*Aim of the task*. Please transcribe the data below in full. Omit any picture you find in it.

*Provided material*.
------
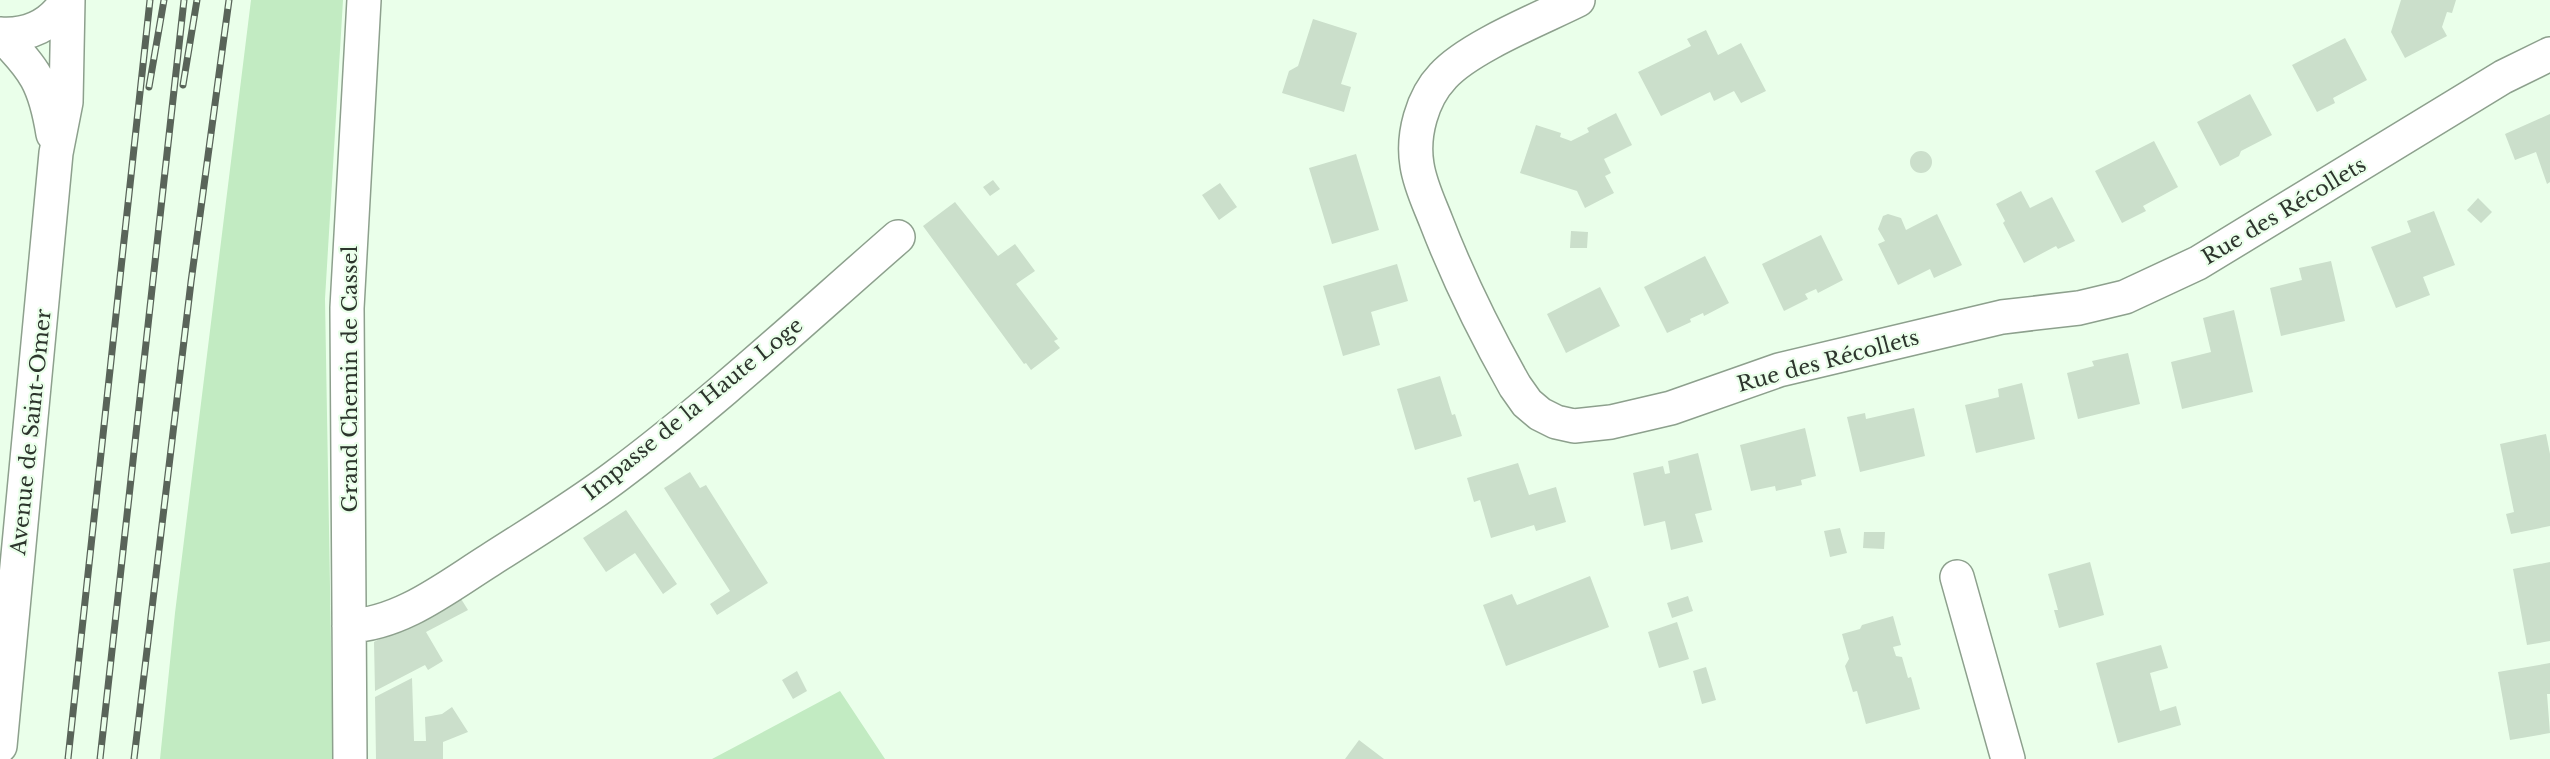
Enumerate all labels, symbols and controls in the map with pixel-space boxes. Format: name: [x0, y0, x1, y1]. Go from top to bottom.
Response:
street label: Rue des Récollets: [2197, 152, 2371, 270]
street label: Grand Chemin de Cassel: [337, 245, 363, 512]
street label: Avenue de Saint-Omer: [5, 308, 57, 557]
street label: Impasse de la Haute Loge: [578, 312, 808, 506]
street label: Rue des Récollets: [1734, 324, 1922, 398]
------
*Exercise answer*.
Enumerate all labels, symbols and controls in the map with pixel-space boxes. Format: name: [x0, y0, x1, y1]. Go from top to bottom.
Response:
street label: Rue des Récollets: [2197, 152, 2371, 270]
street label: Grand Chemin de Cassel: [337, 245, 363, 512]
street label: Avenue de Saint-Omer: [5, 308, 57, 557]
street label: Impasse de la Haute Loge: [578, 312, 808, 506]
street label: Rue des Récollets: [1734, 324, 1922, 398]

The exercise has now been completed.